# THE TASK
The reply should hold every entry exactly as written and none of the pictures.

# SOURCE INFORMATION
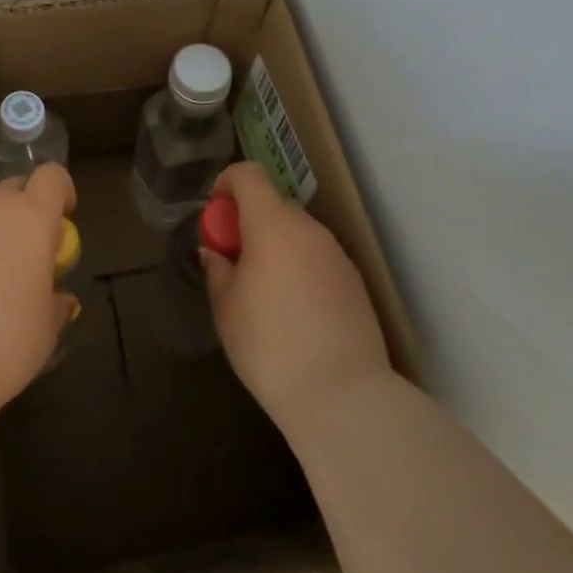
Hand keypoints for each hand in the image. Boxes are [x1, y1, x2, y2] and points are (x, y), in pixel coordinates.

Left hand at [0, 128, 77, 423]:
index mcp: (33, 219)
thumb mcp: (45, 332)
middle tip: (20, 247)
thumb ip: (55, 303)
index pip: (54, 180)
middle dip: (23, 208)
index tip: (62, 217)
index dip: (61, 192)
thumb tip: (60, 296)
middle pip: (15, 187)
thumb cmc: (1, 347)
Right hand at [202, 161, 390, 430]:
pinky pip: (318, 259)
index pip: (249, 175)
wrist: (344, 398)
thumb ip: (218, 270)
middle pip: (274, 205)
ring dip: (277, 246)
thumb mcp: (226, 308)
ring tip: (264, 292)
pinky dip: (300, 268)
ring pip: (298, 234)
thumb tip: (216, 253)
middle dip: (250, 223)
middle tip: (235, 262)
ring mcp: (337, 256)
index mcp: (273, 225)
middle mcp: (309, 230)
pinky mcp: (356, 284)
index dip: (227, 184)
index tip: (217, 216)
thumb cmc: (270, 347)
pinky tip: (295, 312)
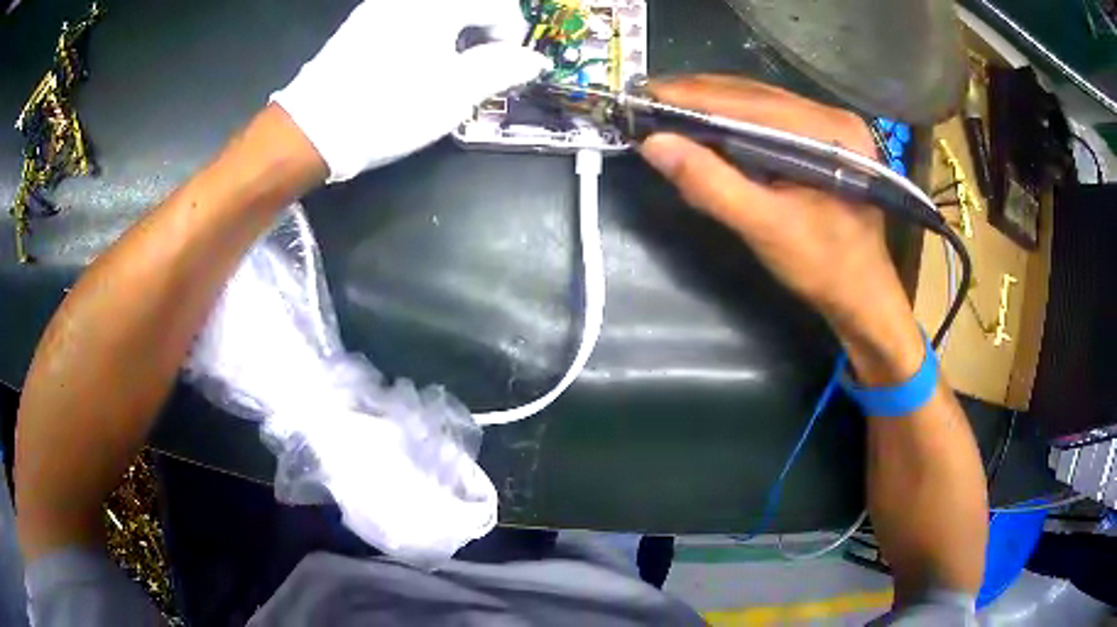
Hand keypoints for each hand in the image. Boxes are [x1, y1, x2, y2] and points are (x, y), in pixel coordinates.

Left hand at [272, 0, 550, 182]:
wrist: (312, 130)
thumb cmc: (389, 109)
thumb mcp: (456, 93)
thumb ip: (503, 68)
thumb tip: (534, 59)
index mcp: (439, 5)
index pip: (499, 6)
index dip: (511, 37)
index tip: (504, 70)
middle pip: (469, 4)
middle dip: (483, 32)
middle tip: (478, 69)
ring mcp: (381, 6)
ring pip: (439, 10)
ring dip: (456, 33)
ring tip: (446, 70)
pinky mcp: (362, 23)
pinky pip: (410, 16)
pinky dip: (427, 34)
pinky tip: (414, 64)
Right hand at [640, 75, 922, 381]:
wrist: (862, 294)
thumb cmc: (822, 267)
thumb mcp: (763, 227)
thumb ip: (709, 183)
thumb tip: (653, 144)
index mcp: (828, 132)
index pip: (748, 101)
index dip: (691, 96)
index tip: (642, 96)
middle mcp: (832, 115)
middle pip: (753, 94)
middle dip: (697, 97)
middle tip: (647, 103)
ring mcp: (831, 124)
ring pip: (759, 101)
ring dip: (712, 105)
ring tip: (667, 111)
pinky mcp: (825, 138)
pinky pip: (770, 117)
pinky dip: (734, 119)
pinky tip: (707, 127)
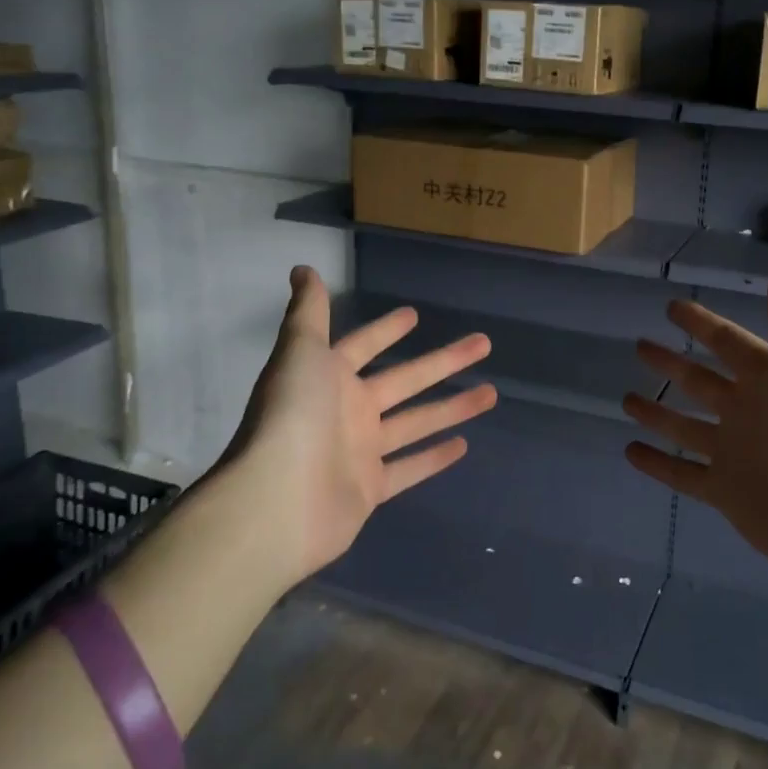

# TASK OUTPUT
Hand keypoints for each hand in the image. Boxes are [x1, y1, x2, y2] and points are (x, y), in pixel coordinates.

Left hand at [0, 128, 77, 423]:
index mcp: (33, 219)
thumb mcp: (45, 332)
middle tip: (20, 247)
thumb ip: (55, 303)
index pip: (54, 180)
middle dip: (23, 208)
index tip: (62, 217)
index dip: (61, 192)
thumb tip: (60, 296)
middle pip: (15, 187)
thumb cmc: (1, 347)
Right hand at [202, 161, 390, 430]:
pinky pip: (318, 259)
index pip: (249, 175)
wrist: (344, 398)
thumb ip: (218, 270)
middle pip: (274, 205)
ring dip: (277, 246)
thumb mcp: (226, 308)
ring tip: (264, 292)
pinky dip: (300, 268)
ring pip: (298, 234)
thumb tip: (216, 253)
middle dip: (250, 223)
middle tip: (235, 262)
ring mcp: (337, 256)
index mcp: (273, 225)
middle mcp: (309, 230)
pinky mcp: (356, 284)
index dip: (227, 184)
index tip: (217, 216)
thumb cmc: (270, 347)
pinky tip: (295, 312)
Hand keypoints for each hand in the image. Boxes are [x1, y1, x2, y2] and points are (x, y), in pixel coordinates.

Left hand at [272, 0, 550, 182]:
wrist: (312, 130)
thumb cmc: (389, 109)
thumb mcp: (456, 93)
thumb ip: (503, 68)
thumb tip: (534, 59)
index mcp: (439, 5)
index pip: (499, 6)
index dip: (511, 37)
index tip: (504, 70)
middle pip: (469, 4)
middle dip: (483, 32)
middle tip: (478, 69)
ring mcp: (381, 6)
ring pip: (439, 10)
ring dip: (456, 33)
ring tip: (446, 70)
pinky mcp: (362, 23)
pinky pip: (410, 16)
pinky dip: (427, 34)
pinky tip: (414, 64)
Right hand at [640, 75, 922, 381]:
wrist: (862, 294)
thumb cmc: (822, 267)
thumb mcp: (763, 227)
thumb ip: (709, 183)
thumb tip: (653, 144)
index mcp: (828, 132)
index pip: (748, 101)
index dip: (691, 96)
index tip: (642, 96)
middle mcp: (832, 115)
middle pip: (753, 94)
middle dip: (697, 97)
middle tip: (647, 103)
ring mcp: (831, 124)
ring pip: (759, 101)
ring dip: (712, 105)
ring tip: (667, 111)
pinky mcp: (825, 138)
pinky pip: (770, 117)
pinky dip: (734, 119)
pinky tip: (707, 127)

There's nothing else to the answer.